I would like the records restated word for word, without the pictures.

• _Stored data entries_
■ ■ ■ ■
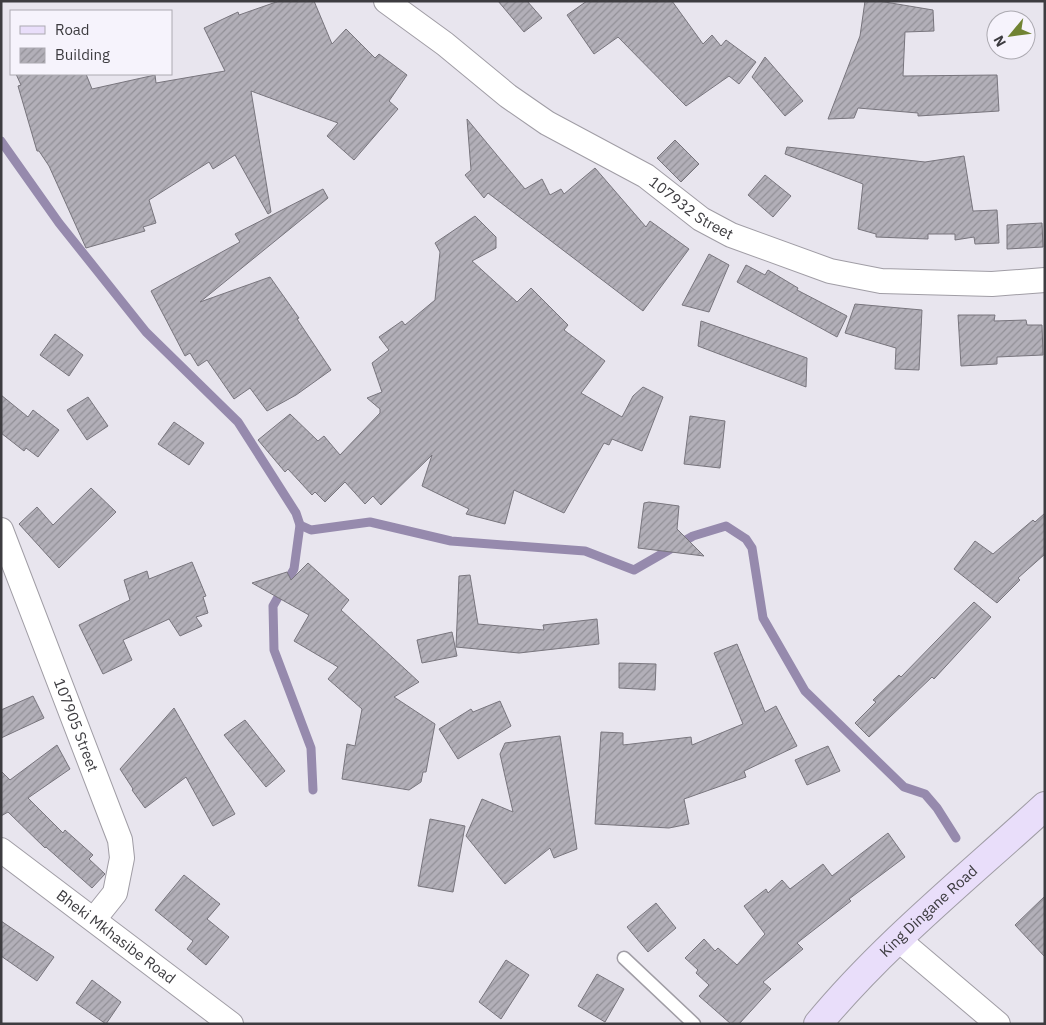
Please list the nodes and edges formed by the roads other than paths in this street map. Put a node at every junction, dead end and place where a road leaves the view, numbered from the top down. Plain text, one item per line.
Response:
1 (386, 1) edge
2 (1045, 280) edge
3 (1, 530) edge
4 (1045, 806) edge
5 (1, 850) edge
6 (94, 918) junction
7 (899, 940) junction
8 (624, 958) dead end
9 (231, 1024) edge
10 (694, 1024) edge
11 (818, 1024) edge
12 (998, 1024) edge

1 - 2 street, 107932 Street
3 - 6 street, 107905 Street
4 - 7 street, King Dingane Road
5 - 6 street, Bheki Mkhasibe Road
6 - 9 street, Bheki Mkhasibe Road
7 - 11 street, King Dingane Road
7 - 12 street
8 - 10 lane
■ ■ ■ ■
• _OUTPUT FOR THIS TASK_
Please list the nodes and edges formed by the roads other than paths in this street map. Put a node at every junction, dead end and place where a road leaves the view, numbered from the top down. Plain text, one item per line.
Response:
1 (386, 1) edge
2 (1045, 280) edge
3 (1, 530) edge
4 (1045, 806) edge
5 (1, 850) edge
6 (94, 918) junction
7 (899, 940) junction
8 (624, 958) dead end
9 (231, 1024) edge
10 (694, 1024) edge
11 (818, 1024) edge
12 (998, 1024) edge

1 - 2 street, 107932 Street
3 - 6 street, 107905 Street
4 - 7 street, King Dingane Road
5 - 6 street, Bheki Mkhasibe Road
6 - 9 street, Bheki Mkhasibe Road
7 - 11 street, King Dingane Road
7 - 12 street
8 - 10 lane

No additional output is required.